When I first started writing at “Queering the Church“, for a long time I avoided even referring to the stories I was reading about the problems of priestly sexual abuse. This was not because I was not interested: quite the contrary. My own experience of receiving some (moderate) abuse left me with an acute interest, but also with a sense that the topic was far more complex and further reaching than the picture the press reports were presenting. However, the publication of the Irish Ryan report pushed just too many personal buttons, and I felt compelled to start to address the topic. In doing so, I quickly found my early reservations were confirmed – the topic proved far bigger than I was able to contain in just a few posts, and became in the end quite an extended series, reaching into several secondary explorations along the way.

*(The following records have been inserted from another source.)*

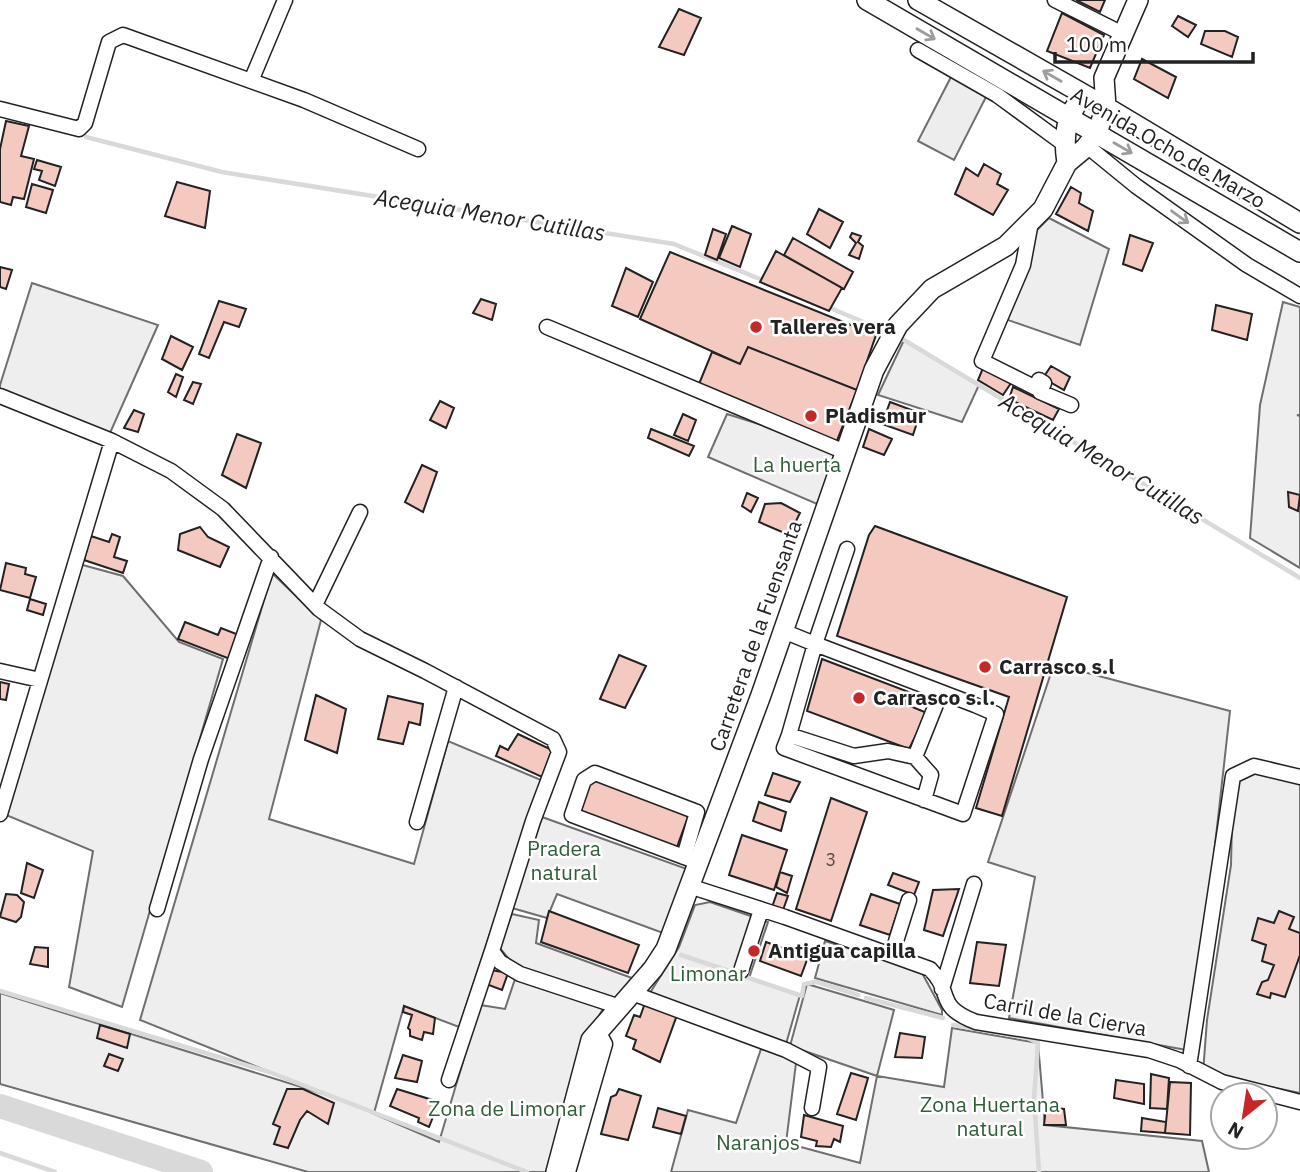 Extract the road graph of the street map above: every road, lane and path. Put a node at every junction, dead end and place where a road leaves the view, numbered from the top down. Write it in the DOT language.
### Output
graph roads {
  1 [pos="285,0"];
  2 [pos="867,0"];
  3 [pos="918,0"];
  4 [pos="1055,0"];
  5 [pos="1138,0"];
  6 [pos="1123,34"];
  7 [pos="918,50"];
  8 [pos="1104,78"];
  9 [pos="251,81"];
  10 [pos="1083,93"];
  11 [pos="1106,107"];
  12 [pos="1,113"];
  13 [pos="1069,117"];
  14 [pos="1092,140"];
  15 [pos="418,149"];
  16 [pos="1066,153"];
  17 [pos="1031,222"];
  18 [pos="1300,223"];
  19 [pos="1300,252"];
  20 [pos="1300,296"];
  21 [pos="547,327"];
  22 [pos="0,396"];
  23 [pos="1070,405"];
  24 [pos="112,441"];
  25 [pos="845,453"];
  26 [pos="360,513"];
  27 [pos="847,550"];
  28 [pos="271,556"];
  29 [pos="316,606"];
  30 [pos="783,631"];
  31 [pos="815,644"];
  32 [pos="0,671"];
  33 [pos="40,680"];
  34 [pos="456,687"];
  35 [pos="789,735"];
  36 [pos="915,757"];
  37 [pos="1300,777"];
  38 [pos="924,800"];
  39 [pos="0,812"];
  40 [pos="417,822"];
  41 [pos="691,859"];
  42 [pos="974,884"];
  43 [pos="689,886"];
  44 [pos="909,900"];
  45 [pos="157,909"];
  46 [pos="761,909"];
  47 [pos="492,951"];
  48 [pos="892,954"];
  49 [pos="741,971"];
  50 [pos="942,989"];
  51 [pos="626,1000"];
  52 [pos="598,1031"];
  53 [pos="1189,1066"];
  54 [pos="449,1080"];
  55 [pos="1300,1102"];
  56 [pos="811,1108"];
  57 [pos="556,1172"];
  58 [pos="568,1172"];
  1 -- 9 [label="street"];
  2 -- 13 [label="main road, Avenida Ocho de Marzo, one-way"];
  10 -- 3 [label="main road, Avenida Ocho de Marzo, one-way"];
  4 -- 6 [label="street"];
  5 -- 6 [label="main road"];
  6 -- 8 [label="main road"];
  7 -- 16 [label="street"];
  8 -- 10 [label="main road"];
  8 -- 11 [label="main road"];
  9 -- 12 [label="street"];
  9 -- 15 [label="street"];
  10 -- 11 [label="main road, Avenida Ocho de Marzo"];
  10 -- 13 [label="main road"];
  11 -- 14 [label="main road"];
  11 -- 18 [label="main road, Avenida Ocho de Marzo"];
  13 -- 14 [label="main road, Avenida Ocho de Marzo"];
  13 -- 16 [label="main road"];
  14 -- 16 [label="main road"];
  14 -- 19 [label="main road, Avenida Ocho de Marzo, one-way"];
  14 -- 20 [label="street, one-way"];
  16 -- 17 [label="main road, Carretera de la Fuensanta"];
  17 -- 23 [label="street"];
  17 -- 25 [label="main road, Carretera de la Fuensanta"];
  21 -- 25 [label="street"];
  22 -- 24 [label="street"];
  24 -- 28 [label="street"];
  24 -- 33 [label="street"];
  25 -- 30 [label="main road, Carretera de la Fuensanta"];
  26 -- 29 [label="street"];
  27 -- 31 [label="street"];
  28 -- 29 [label="street"];
  28 -- 45 [label="street"];
  29 -- 34 [label="street"];
  30 -- 31 [label="street"];
  30 -- 41 [label="main road, Carretera de la Fuensanta"];
  31 -- 35 [label="street"];
  31 -- 36 [label="street"];
  31 -- 38 [label="street"];
  32 -- 33 [label="street"];
  33 -- 39 [label="street"];
  34 -- 40 [label="street"];
  34 -- 47 [label="street"];
  35 -- 36 [label="street"];
  35 -- 38 [label="street"];
  36 -- 38 [label="street"];
  37 -- 53 [label="street"];
  41 -- 41 [label="street"];
  41 -- 43 [label="main road, Carretera de la Fuensanta"];
  42 -- 50 [label="street"];
  43 -- 46 [label="street, Carril de la Cierva"];
  43 -- 51 [label="main road, Carretera de la Fuensanta"];
  44 -- 48 [label="street"];
  46 -- 48 [label="street, Carril de la Cierva"];
  46 -- 49 [label="street"];
  47 -- 51 [label="street"];
  47 -- 54 [label="street"];
  48 -- 50 [label="street, Carril de la Cierva"];
  50 -- 53 [label="street, Carril de la Cierva"];
  51 -- 52 [label="main road, Carretera de la Fuensanta"];
  51 -- 56 [label="street"];
  52 -- 57 [label="main road, Carretera de la Fuensanta"];
  52 -- 58 [label="street"];
  53 -- 55 [label="street, Carril de la Cierva"];
} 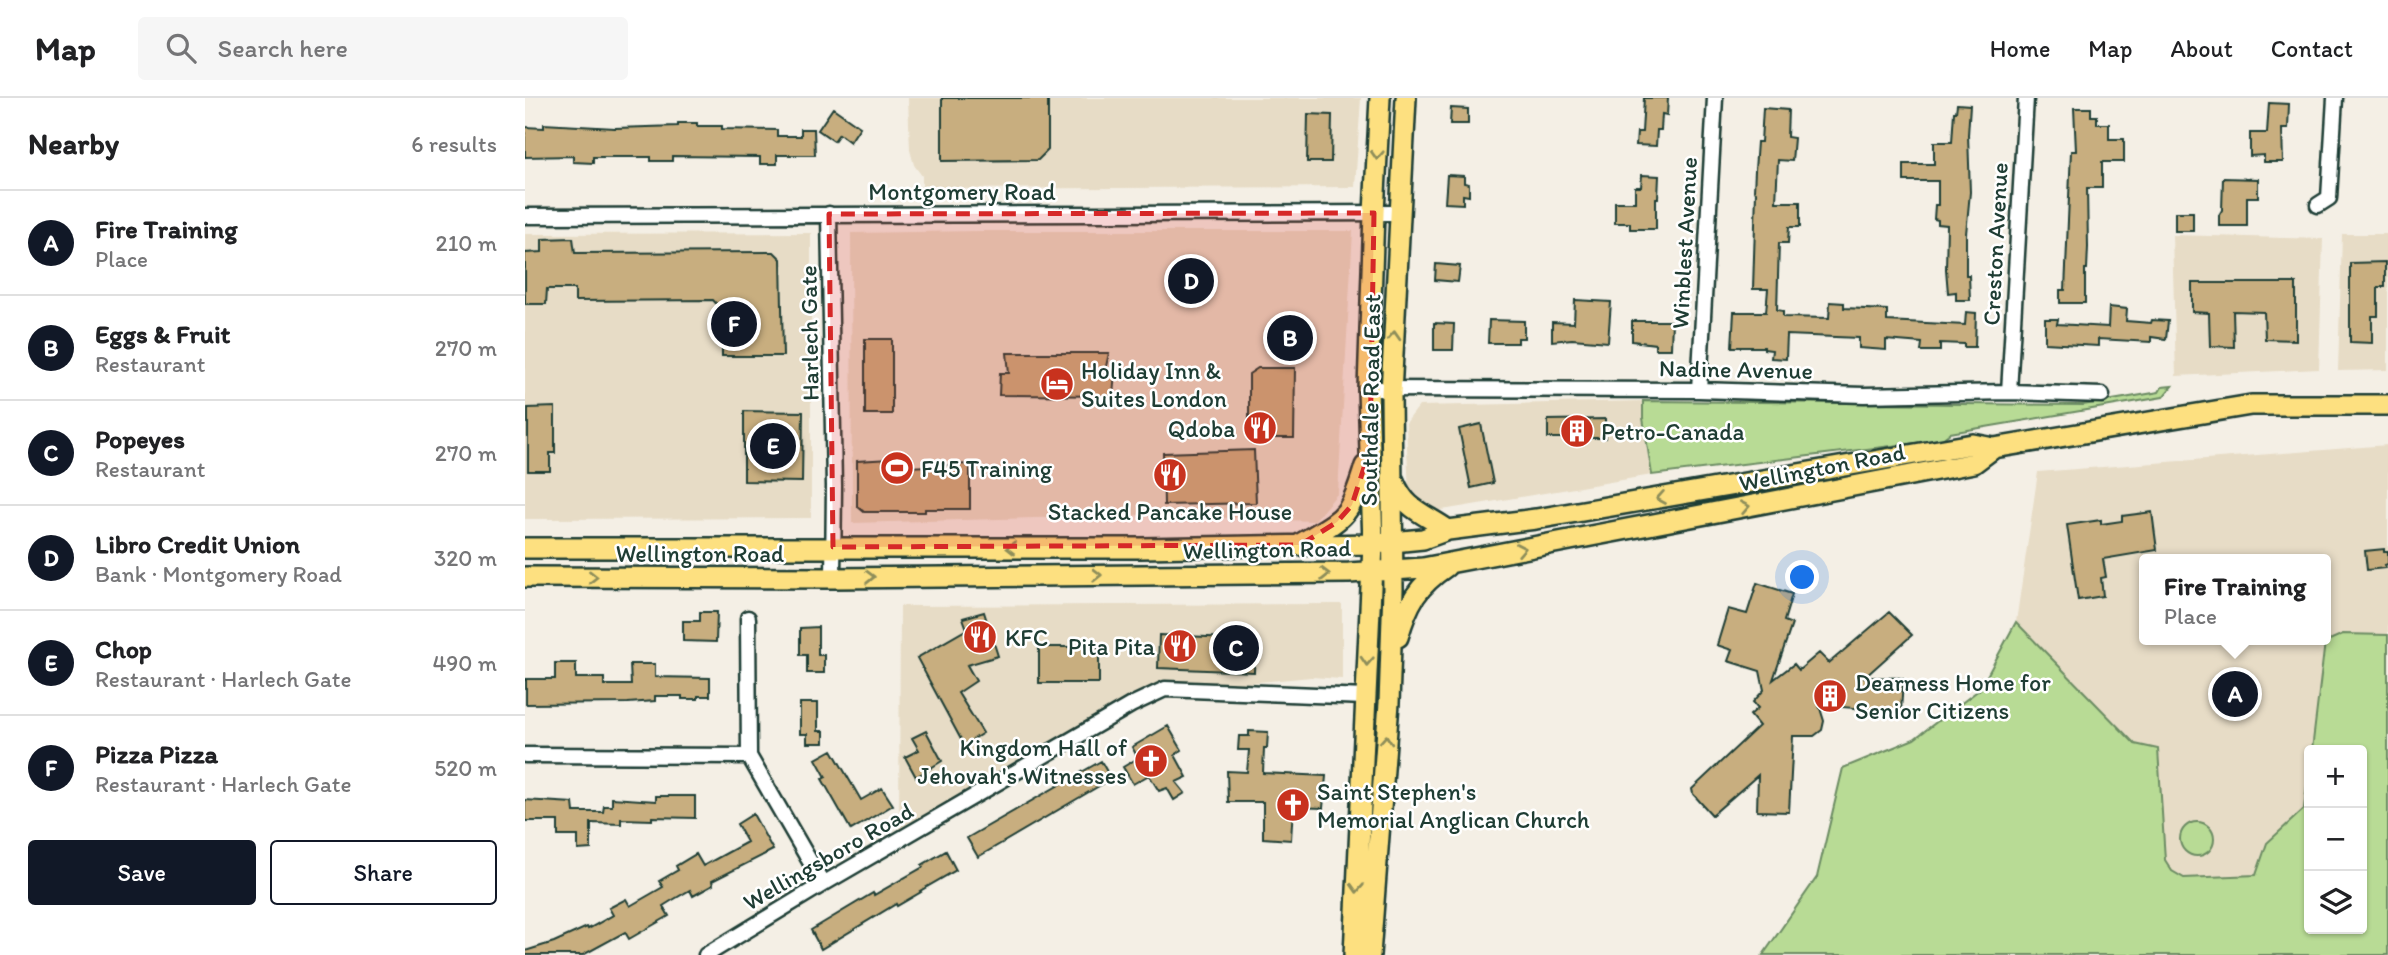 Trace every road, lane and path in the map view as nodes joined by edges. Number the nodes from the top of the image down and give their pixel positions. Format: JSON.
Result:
{"nodes":[{"id":1,"x":1380,"y":98,"type":"edge"},
{"id":2,"x":1406,"y":98,"type":"edge"},
{"id":3,"x":1715,"y":98,"type":"edge"},
{"id":4,"x":2026,"y":98,"type":"edge"},
{"id":5,"x":2335,"y":98,"type":"edge"},
{"id":6,"x":2318,"y":205,"type":"dead end"},
{"id":7,"x":1374,"y":213,"type":"junction"},
{"id":8,"x":1400,"y":213,"type":"junction"},
{"id":9,"x":829,"y":215,"type":"junction"},
{"id":10,"x":525,"y":216,"type":"edge"},
{"id":11,"x":1369,"y":389,"type":"junction"},
{"id":12,"x":1392,"y":389,"type":"junction"},
{"id":13,"x":1699,"y":390,"type":"junction"},
{"id":14,"x":2009,"y":392,"type":"junction"},
{"id":15,"x":2102,"y":395,"type":"dead end"},
{"id":16,"x":2388,"y":405,"type":"edge"},
{"id":17,"x":1994,"y":448,"type":"junction"},
{"id":18,"x":1370,"y":449,"type":"junction"},
{"id":19,"x":1392,"y":478,"type":"junction"},
{"id":20,"x":1448,"y":530,"type":"junction"},
{"id":21,"x":1393,"y":541,"type":"junction"},
{"id":22,"x":1373,"y":544,"type":"junction"},
{"id":23,"x":1300,"y":545,"type":"junction"},
{"id":24,"x":833,"y":547,"type":"junction"},
{"id":25,"x":525,"y":548,"type":"edge"},
{"id":26,"x":944,"y":548,"type":"junction"},
{"id":27,"x":1454,"y":562,"type":"junction"},
{"id":28,"x":1393,"y":570,"type":"junction"},
{"id":29,"x":1371,"y":571,"type":"junction"},
{"id":30,"x":943,"y":576,"type":"junction"},
{"id":31,"x":525,"y":577,"type":"edge"},
{"id":32,"x":832,"y":578,"type":"junction"},
{"id":33,"x":748,"y":618,"type":"dead end"},
{"id":34,"x":1391,"y":658,"type":"junction"},
{"id":35,"x":1365,"y":697,"type":"junction"},
{"id":36,"x":525,"y":755,"type":"edge"},
{"id":37,"x":749,"y":756,"type":"junction"},
{"id":38,"x":824,"y":884,"type":"junction"},
{"id":39,"x":706,"y":955,"type":"edge"},
{"id":40,"x":1354,"y":955,"type":"edge"},
{"id":41,"x":1370,"y":955,"type":"edge"}],
"edges":[{"from":1,"to":7,"type":"main road","name":"Southdale Road East","one_way":true},
{"from":2,"to":8,"type":"main road","name":"Southdale Road East"},
{"from":3,"to":13,"type":"street","name":"Winblest Avenue"},
{"from":4,"to":14,"type":"street","name":"Creston Avenue"},
{"from":5,"to":6,"type":"street"},
{"from":7,"to":8,"type":"street","name":"Montgomery Road"},
{"from":7,"to":9,"type":"street","name":"Montgomery Road"},
{"from":7,"to":11,"type":"main road","name":"Southdale Road East"},
{"from":12,"to":8,"type":"main road","name":"Southdale Road East","one_way":true},
{"from":9,"to":10,"type":"street","name":"Montgomery Road"},
{"from":9,"to":24,"type":"street","name":"Harlech Gate"},
{"from":11,"to":12,"type":"street","name":"Nadine Avenue"},
{"from":11,"to":18,"type":"main road","name":"Southdale Road East"},
{"from":12,"to":13,"type":"street","name":"Nadine Avenue"},
{"from":12,"to":19,"type":"main road","name":"Southdale Road East"},
{"from":13,"to":14,"type":"street","name":"Nadine Avenue"},
{"from":14,"to":15,"type":"street","name":"Nadine Avenue"},
{"from":16,"to":17,"type":"main road","name":"Wellington Road"},
{"from":17,"to":20,"type":"main road","name":"Wellington Road","one_way":true},
{"from":27,"to":17,"type":"main road","name":"Wellington Road","one_way":true},
{"from":18,"to":22,"type":"main road","name":"Southdale Road East"},
{"from":18,"to":23,"type":"main road"},
{"from":19,"to":20,"type":"main road"},
{"from":19,"to":21,"type":"main road","name":"Southdale Road East"},
{"from":20,"to":21,"type":"main road","name":"Wellington Road"},
{"from":21,"to":22,"type":"main road","name":"Wellington Road"},
{"from":21,"to":28,"type":"main road","name":"Southdale Road East"},
{"from":22,"to":23,"type":"main road","name":"Wellington Road"},
{"from":22,"to":29,"type":"main road","name":"Southdale Road East"},
{"from":23,"to":26,"type":"main road","name":"Wellington Road","one_way":true},
{"from":24,"to":25,"type":"main road","name":"Wellington Road"},
{"from":24,"to":26,"type":"main road","name":"Wellington Road"},
{"from":24,"to":32,"type":"street","name":"Harlech Gate"},
{"from":26,"to":30,"type":"main road"},
{"from":27,"to":28,"type":"main road","name":"Wellington Road"},
{"from":27,"to":34,"type":"main road"},
{"from":28,"to":29,"type":"main road","name":"Wellington Road"},
{"from":28,"to":34,"type":"main road","name":"Southdale Road East"},
{"from":30,"to":29,"type":"main road","name":"Wellington Road","one_way":true},
{"from":29,"to":35,"type":"main road","name":"Southdale Road East","one_way":true},
{"from":32,"to":30,"type":"main road","name":"Wellington Road","one_way":true},
{"from":31,"to":32,"type":"main road","name":"Wellington Road","one_way":true},
{"from":33,"to":37,"type":"street"},
{"from":41,"to":34,"type":"main road","name":"Southdale Road East","one_way":true},
{"from":35,"to":38,"type":"street","name":"Wellingsboro Road"},
{"from":35,"to":40,"type":"main road","name":"Southdale Road East","one_way":true},
{"from":36,"to":37,"type":"street"},
{"from":37,"to":38,"type":"street"},
{"from":38,"to":39,"type":"street","name":"Wellingsboro Road"}]}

Now, after completing the full series, in the light of the Murphy report and its consequences, I am more convinced than ever that the entire saga is of fundamental importance. The problem goes far further than just the sexual abuse of children, covering also abuse of adults and emotional abuse of us all; the causal factors go far further than just a simple matter of poor governance, still less of “gay priests”, to deeply embedded features of the Church’s own structure and institutions; and cover a far wider geographic region than just Ireland, with problems reported across most regions of the world. Following through the implications of what I was finding, I was forcibly reminded of a conclusion I had reached while following the progress back in South Africa in the 1990’s, of the Truth & Reconciliation Commission, ably led by Archbishop Desmond Tutu, as it attempted to deal with the horrors of its own past. The thought struck me then, as it did concerning the Church’s problem of clerical abuse, that at some level, we are all victims; we are all part of the problem; and (potentially) we are all part of the solution. This is an ambitious assertion to make without any substantiation, but I make it anyway – and will substantiate and illustrate the reasoning that led me to that conclusion, with a series of posts at this site, summarising the main points of my earlier series.
I begin the series, as a prelude, with some reflections I posted before the main series, on the important book by Bishop Geoffrey Robinson, “Confronting Power & Sex in the Catholic Church”.
“Depressing church news over the past two months has led me to pick up and start reading a book which has been on my shelves some time, but which I have previously only dipped into. The removal of excommunication of SPXX members has received wide and ongoing publicity; clerical sexual abuse is again in the news with the FBI reopening old investigations in LA Diocese, and fresh revelations over Fr Marcial Maarciel Delgado of the Legionnaires of Christ. Meanwhile, on the progressive wing of the church, there has been less coverage in the MSM of the silencing or excommunication of the priests Fr Roger Haight, Geoffrey Farrow and Roy Bourgeois, or of bizarre goings-on in the parishes of St Mary’s, Brisbane and St Stephen’s, Minneapolis, where attempts to muzzle complete parishes have led to resistance (St Mary’s) or exodus (St Stephen’s).
What all these have in common is that they are concerned with power in the church – its extension, its abuse, or attempts to defy or resist it. so I picked up again “Confronting Power & Sex in the Catholic Church”, by Bishop Geoffrey Robinson. I am pleased that I did. Published in 2007, this book has much to say that is directly relevant to current events. Although I have not yet finished reading, and this is far from a formal review, I have already found much of value that I thought would be worth sharing.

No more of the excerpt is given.